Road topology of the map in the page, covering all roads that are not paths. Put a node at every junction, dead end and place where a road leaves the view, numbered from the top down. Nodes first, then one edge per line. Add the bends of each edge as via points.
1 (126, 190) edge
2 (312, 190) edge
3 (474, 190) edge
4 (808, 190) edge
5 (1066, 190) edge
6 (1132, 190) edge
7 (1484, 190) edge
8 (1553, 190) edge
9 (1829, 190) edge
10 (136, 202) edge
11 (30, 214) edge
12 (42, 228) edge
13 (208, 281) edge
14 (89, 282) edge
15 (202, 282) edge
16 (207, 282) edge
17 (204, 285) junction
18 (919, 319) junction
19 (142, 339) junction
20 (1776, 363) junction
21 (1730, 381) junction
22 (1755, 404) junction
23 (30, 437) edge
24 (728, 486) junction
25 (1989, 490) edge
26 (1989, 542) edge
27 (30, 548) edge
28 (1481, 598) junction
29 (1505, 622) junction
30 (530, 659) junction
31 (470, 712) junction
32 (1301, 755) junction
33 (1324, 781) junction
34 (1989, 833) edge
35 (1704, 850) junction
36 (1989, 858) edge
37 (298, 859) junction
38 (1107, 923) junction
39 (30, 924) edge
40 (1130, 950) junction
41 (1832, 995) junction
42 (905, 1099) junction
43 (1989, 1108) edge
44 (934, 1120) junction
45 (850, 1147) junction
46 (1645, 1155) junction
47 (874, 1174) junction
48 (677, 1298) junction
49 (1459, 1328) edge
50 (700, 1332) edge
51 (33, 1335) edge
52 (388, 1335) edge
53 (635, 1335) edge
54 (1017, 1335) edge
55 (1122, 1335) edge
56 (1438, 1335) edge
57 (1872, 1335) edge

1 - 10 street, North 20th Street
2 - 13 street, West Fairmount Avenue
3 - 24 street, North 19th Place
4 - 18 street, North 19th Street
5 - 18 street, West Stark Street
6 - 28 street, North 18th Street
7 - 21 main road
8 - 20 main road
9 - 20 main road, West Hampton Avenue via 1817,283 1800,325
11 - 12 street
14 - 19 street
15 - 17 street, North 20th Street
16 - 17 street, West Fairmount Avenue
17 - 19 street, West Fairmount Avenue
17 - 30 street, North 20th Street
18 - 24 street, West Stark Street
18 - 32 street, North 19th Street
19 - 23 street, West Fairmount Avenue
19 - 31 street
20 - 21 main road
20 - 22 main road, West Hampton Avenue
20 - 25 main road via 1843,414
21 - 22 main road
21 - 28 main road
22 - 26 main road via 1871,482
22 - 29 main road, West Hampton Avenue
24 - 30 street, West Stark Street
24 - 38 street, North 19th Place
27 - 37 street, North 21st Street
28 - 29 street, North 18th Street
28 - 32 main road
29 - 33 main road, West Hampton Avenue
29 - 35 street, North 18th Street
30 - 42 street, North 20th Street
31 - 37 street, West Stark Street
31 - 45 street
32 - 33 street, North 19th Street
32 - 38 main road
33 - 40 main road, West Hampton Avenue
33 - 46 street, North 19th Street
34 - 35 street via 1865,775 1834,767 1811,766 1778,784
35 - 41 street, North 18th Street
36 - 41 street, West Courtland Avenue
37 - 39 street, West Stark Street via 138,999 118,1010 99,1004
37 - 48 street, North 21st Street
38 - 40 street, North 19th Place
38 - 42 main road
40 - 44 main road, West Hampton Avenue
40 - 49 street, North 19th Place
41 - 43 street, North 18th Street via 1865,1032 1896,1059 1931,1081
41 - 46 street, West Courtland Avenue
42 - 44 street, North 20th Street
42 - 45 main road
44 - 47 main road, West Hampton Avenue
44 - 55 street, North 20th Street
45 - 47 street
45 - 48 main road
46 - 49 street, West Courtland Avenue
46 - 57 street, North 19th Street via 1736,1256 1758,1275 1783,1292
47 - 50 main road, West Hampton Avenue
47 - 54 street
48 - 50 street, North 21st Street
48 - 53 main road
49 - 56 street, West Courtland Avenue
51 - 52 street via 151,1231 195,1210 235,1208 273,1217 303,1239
--- --- ---
- Assignment -
Look over the data above and show each line that contains "Hampton".

- Exercise result -
9 - 20 main road, West Hampton Avenue via 1817,283 1800,325
20 - 22 main road, West Hampton Avenue
22 - 29 main road, West Hampton Avenue
29 - 33 main road, West Hampton Avenue
33 - 40 main road, West Hampton Avenue
40 - 44 main road, West Hampton Avenue
44 - 47 main road, West Hampton Avenue
47 - 50 main road, West Hampton Avenue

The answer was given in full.